One of the saloon’s attorneys declared the semi-nude strippers are here to stay. “This is a major victory, and we’re going to be there a while,” Andrew McCullough said. “I intend to go down tonight [Wednesday night] and suggest to everybody we have a big party.”
But the church’s fight is not over. It maintains the saloon, at 165 S. West Temple, is a public and private nuisance. Those arguments are expected to go before a jury. The church’s attorney declined to comment.
In her 29-page ruling, Lindberg deals with unsexy issues surrounding the sexually oriented business (SOB). The church argued the city erred in granting the SOB license in 2003 because the saloon, while set back from the street, is too close to West Temple.
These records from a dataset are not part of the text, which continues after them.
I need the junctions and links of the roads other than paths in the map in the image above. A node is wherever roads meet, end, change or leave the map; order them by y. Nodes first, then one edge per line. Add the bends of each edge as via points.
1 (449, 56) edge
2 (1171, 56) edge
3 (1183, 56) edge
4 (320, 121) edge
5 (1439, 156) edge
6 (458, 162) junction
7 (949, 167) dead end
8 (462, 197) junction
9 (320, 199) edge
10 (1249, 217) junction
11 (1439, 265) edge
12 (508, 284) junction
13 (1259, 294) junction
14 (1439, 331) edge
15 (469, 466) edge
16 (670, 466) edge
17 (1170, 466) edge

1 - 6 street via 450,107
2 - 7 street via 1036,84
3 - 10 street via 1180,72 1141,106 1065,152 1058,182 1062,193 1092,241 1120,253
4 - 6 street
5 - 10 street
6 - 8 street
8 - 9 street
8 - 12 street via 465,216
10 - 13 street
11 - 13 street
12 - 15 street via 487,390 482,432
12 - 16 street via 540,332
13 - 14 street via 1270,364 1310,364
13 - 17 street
The city forbids SOBs from locating within 165 feet of such “gateway corridors,” presumably to prevent passers-by from seeing sights associated with a strip club.
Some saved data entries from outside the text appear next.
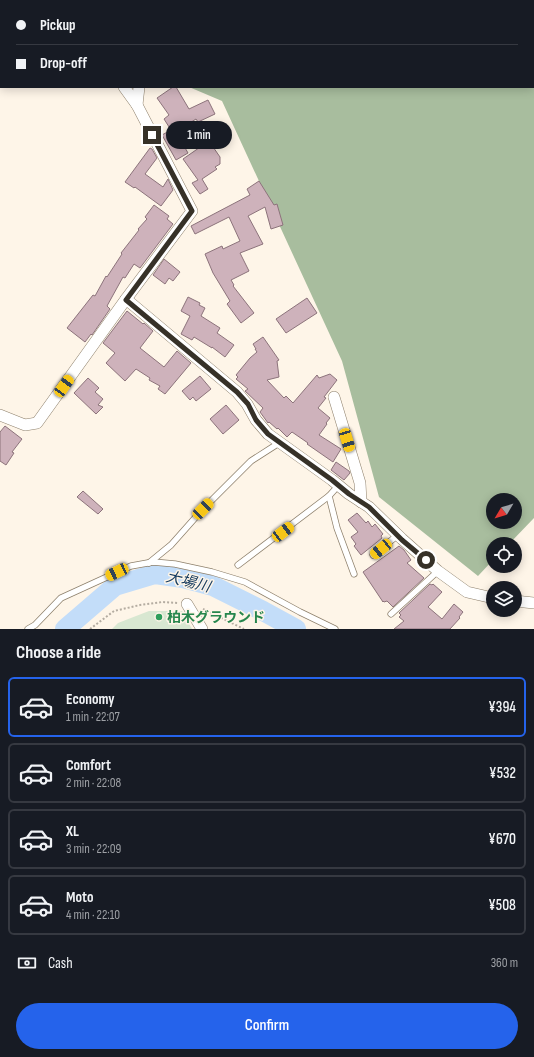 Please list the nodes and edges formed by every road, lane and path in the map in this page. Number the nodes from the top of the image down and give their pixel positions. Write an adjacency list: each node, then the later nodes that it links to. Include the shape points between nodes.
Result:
1 (125, 88): 3 (street)
2 (139, 88): 3 (street)
3 (137, 105): 4 (street, via 192,211)
4 (126, 300): 6 (street, via 37,423 25,425); 7 (street, via 237,392 248,404 264,430)
5 (334, 397): 10 (street, via 360,483)
6 (0, 415)
7 (279, 443): 8 (street); 13 (lane, via 251,461 171,545)
8 (338, 486): 9 (lane); 10 (street)
9 (330, 496): 14 (lane); 16 (lane, via 336,528)
10 (361, 502): 11 (street)
11 (398, 535): 12 (lane); 15 (street)
12 (373, 555)
13 (148, 563): 22 (lane, via 131,566 61,598); 26 (lane, via 175,564 245,582)
14 (238, 566)
15 (438, 571): 17 (street, via 466,592); 21 (lane)
16 (354, 574)
17 (486, 596)
18 (522, 602): 19 (street)
19 (534, 603)
20 (187, 604): 23 (path, via 162,602 114,611); 24 (street); 25 (path)
21 (391, 614)
22 (28, 629)
23 (90, 629)
24 (202, 629)
25 (244, 629)
26 (335, 629)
But noting the dancing takes place underground, Lindberg scoffed at the argument. Neither the church nor the city has “suggested how SOB activities occurring in an undergroundportion of the establishment . . . would manifest themselves in ways that would affect the gateway corridor. . . . [The] court cannot conclude that the saloon’s occupancy of a windowless, below-ground premises creates or exacerbates any of the problems that the 165 [foot] setback requirement was designed to mitigate.”
The church also argued the city shouldn’t have granted the license because the City Council had passed a temporary ordinance barring downtown SOBs before the saloon received its license. The church said that ordinance should have applied to the Dead Goat. But the temporary regulation – which later became permanent – was passed in response to the Dead Goat’s application. Lindberg said the city attorney was right to decide in 2003 that the saloon deserved the license despite the new rule.
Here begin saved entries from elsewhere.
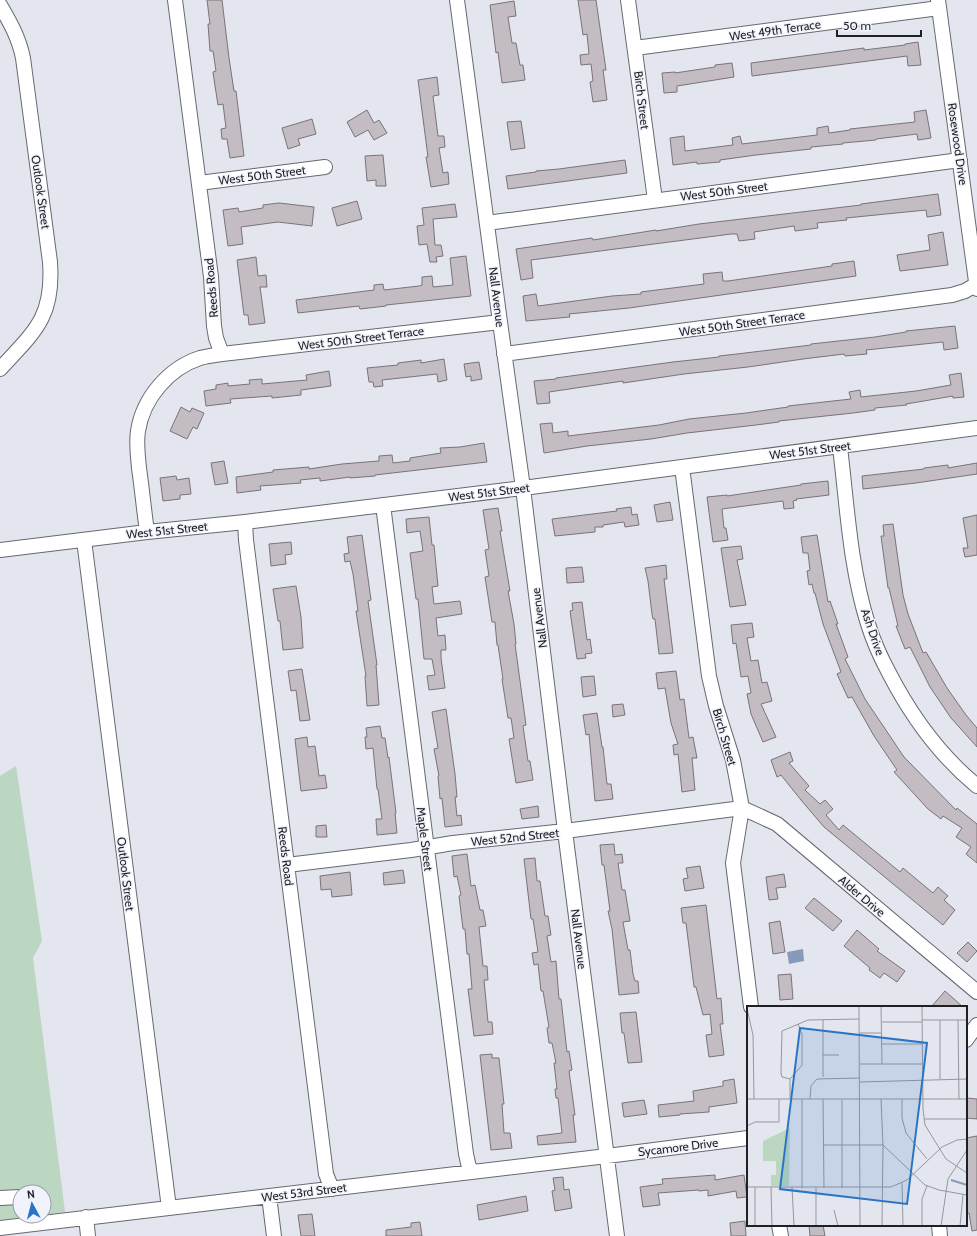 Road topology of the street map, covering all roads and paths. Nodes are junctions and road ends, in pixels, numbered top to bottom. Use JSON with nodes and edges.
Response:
{"nodes":[{"id":1,"x":175,"y":0,"type":"edge"},
{"id":2,"x":457,"y":0,"type":"edge"},
{"id":3,"x":628,"y":0,"type":"edge"},
{"id":4,"x":939,"y":4,"type":"edge"},
{"id":5,"x":0,"y":5,"type":"edge"},
{"id":6,"x":635,"y":48,"type":"junction"},
{"id":7,"x":960,"y":160,"type":"junction"},
{"id":8,"x":326,"y":167,"type":"dead end"},
{"id":9,"x":199,"y":183,"type":"junction"},
{"id":10,"x":655,"y":200,"type":"junction"},
{"id":11,"x":487,"y":223,"type":"junction"},
{"id":12,"x":977,"y":286,"type":"edge"},
{"id":13,"x":500,"y":322,"type":"junction"},
{"id":14,"x":222,"y":354,"type":"junction"},
{"id":15,"x":504,"y":354,"type":"junction"},
{"id":16,"x":0,"y":369,"type":"edge"},
{"id":17,"x":977,"y":428,"type":"edge"},
{"id":18,"x":840,"y":446,"type":"junction"},
{"id":19,"x":682,"y":467,"type":"junction"},
{"id":20,"x":523,"y":488,"type":"junction"},
{"id":21,"x":383,"y":505,"type":"junction"},
{"id":22,"x":245,"y":522,"type":"junction"},
{"id":23,"x":147,"y":532,"type":"junction"},
{"id":24,"x":84,"y":540,"type":"junction"},
{"id":25,"x":0,"y":550,"type":"edge"},
{"id":26,"x":977,"y":786,"type":"edge"},
{"id":27,"x":742,"y":808,"type":"junction"},
{"id":28,"x":565,"y":831,"type":"junction"},
{"id":29,"x":426,"y":847,"type":"junction"},
{"id":30,"x":287,"y":865,"type":"junction"},
{"id":31,"x":977,"y":992,"type":"edge"},
{"id":32,"x":751,"y":1006,"type":"edge"},
{"id":33,"x":977,"y":1025,"type":"edge"},
{"id":34,"x":967,"y":1039,"type":"edge"},
{"id":35,"x":747,"y":1138,"type":"edge"},
{"id":36,"x":607,"y":1156,"type":"junction"},
{"id":37,"x":470,"y":1172,"type":"junction"},
{"id":38,"x":332,"y":1189,"type":"junction"},
{"id":39,"x":269,"y":1196,"type":"junction"},
{"id":40,"x":12,"y":1197,"type":"edge"},
{"id":41,"x":0,"y":1198,"type":"edge"},
{"id":42,"x":168,"y":1208,"type":"junction"},
{"id":43,"x":86,"y":1217,"type":"junction"},
{"id":44,"x":52,"y":1219,"type":"edge"},
{"id":45,"x":18,"y":1224,"type":"edge"},
{"id":46,"x":779,"y":1226,"type":"edge"},
{"id":47,"x":939,"y":1226,"type":"edge"},
{"id":48,"x":0,"y":1228,"type":"edge"},
{"id":49,"x":88,"y":1236,"type":"edge"},
{"id":50,"x":274,"y":1236,"type":"edge"},
{"id":51,"x":617,"y":1236,"type":"edge"},
{"id":52,"x":781,"y":1236,"type":"edge"},
{"id":53,"x":940,"y":1236,"type":"edge"}],
"edges":[{"from":1,"to":9,"type":"street","name":"Reeds Road"},
{"from":2,"to":11,"type":"street","name":"Nall Avenue"},
{"from":3,"to":6,"type":"street","name":"Birch Street"},
{"from":4,"to":6,"type":"street","name":"West 49th Terrace"},
{"from":4,"to":7,"type":"street","name":"Rosewood Drive"},
{"from":5,"to":16,"type":"street","name":"Outlook Street"},
{"from":6,"to":10,"type":"street","name":"Birch Street"},
{"from":7,"to":10,"type":"street","name":"West 50th Street"},
{"from":7,"to":12,"type":"street","name":"Rosewood Drive"},
{"from":8,"to":9,"type":"street","name":"West 50th Street"},
{"from":9,"to":14,"type":"street","name":"Reeds Road"},
{"from":10,"to":11,"type":"street","name":"West 50th Street"},
{"from":11,"to":13,"type":"street","name":"Nall Avenue"},
{"from":12,"to":15,"type":"street","name":"West 50th Street Terrace"},
{"from":13,"to":14,"type":"street","name":"West 50th Street Terrace"},
{"from":13,"to":15,"type":"street","name":"Nall Avenue"},
{"from":14,"to":23,"type":"street"},
{"from":15,"to":20,"type":"street","name":"Nall Avenue"},
{"from":17,"to":18,"type":"street","name":"West 51st Street"},
{"from":18,"to":19,"type":"street","name":"West 51st Street"},
{"from":18,"to":26,"type":"street","name":"Ash Drive"},
{"from":19,"to":20,"type":"street","name":"West 51st Street"},
{"from":19,"to":27,"type":"street","name":"Birch Street"},
{"from":20,"to":21,"type":"street","name":"West 51st Street"},
{"from":20,"to":28,"type":"street","name":"Nall Avenue"},
{"from":21,"to":22,"type":"street","name":"West 51st Street"},
{"from":21,"to":29,"type":"street","name":"Maple Street"},
{"from":22,"to":23,"type":"street","name":"West 51st Street"},
{"from":22,"to":30,"type":"street","name":"Reeds Road"},
{"from":23,"to":24,"type":"street","name":"West 51st Street"},
{"from":24,"to":25,"type":"street","name":"West 51st Street"},
{"from":24,"to":42,"type":"street","name":"Outlook Street"},
{"from":27,"to":28,"type":"street","name":"West 52nd Street"},
{"from":27,"to":31,"type":"street","name":"Alder Drive"},
{"from":27,"to":32,"type":"street","name":"Birch Street"},
{"from":28,"to":29,"type":"street","name":"West 52nd Street"},
{"from":28,"to":36,"type":"street","name":"Nall Avenue"},
{"from":29,"to":30,"type":"street","name":"West 52nd Street"},
{"from":29,"to":37,"type":"street","name":"Maple Street"},
{"from":30,"to":38,"type":"street","name":"Reeds Road"},
{"from":33,"to":34,"type":"street"},
{"from":35,"to":36,"type":"street","name":"Sycamore Drive"},
{"from":36,"to":37,"type":"street","name":"West 53rd Street"},
{"from":36,"to":51,"type":"street","name":"Nall Avenue"},
{"from":37,"to":38,"type":"street","name":"West 53rd Street"},
{"from":38,"to":39,"type":"street","name":"West 53rd Street"},
{"from":39,"to":42,"type":"street","name":"West 53rd Street"},
{"from":39,"to":50,"type":"street"},
{"from":40,"to":41,"type":"street"},
{"from":42,"to":43,"type":"street","name":"West 53rd Street"},
{"from":43,"to":44,"type":"street","name":"West 53rd Street"},
{"from":43,"to":49,"type":"street"},
{"from":45,"to":48,"type":"street","name":"West 53rd Street"},
{"from":46,"to":52,"type":"street"},
{"from":47,"to":53,"type":"street"}]}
Salt Lake City has played an ambiguous role in the court case. The church sued the city, but city officials, including Mayor Rocky Anderson, oppose the strip club. Lindberg has pointed out the strangeness of a city attorney (the defendant) sitting with church attorneys (the plaintiff) during oral arguments. She noted in her ruling that the city has done little to defend its decisions to grant the SOB license. In fact, the city now argues the SOB license should be revoked.
On the nuisance claims, the LDS Church fears the saloon will interfere with its redevelopment of its 20 acres of property to the north.It plans to revamp the Crossroads Plaza and ZCMI Center malls.
But McCullough predicts the church will lose on those counts as well. “If we are, in fact, [operating] within the city ordinances, the next logical step is we’re not a nuisance. I’ll give you a 98 percent [chance] this is over and we win.”
That doesn’t mean the club will remain in place. The owners of the building in which the saloon leases space have put it up for sale. The nonprofit Open Mind Foundation closed on the property last week, though the sale is not final.
Bill Martin, who helps run the Crazy Goat, said dancing will continue under the sale unless the new owners – who cannot allow alcoholsales on their property according to their bylaws – buy them out. “If they’re not happy, they’re going to have to negotiate us out of there,” Martin said.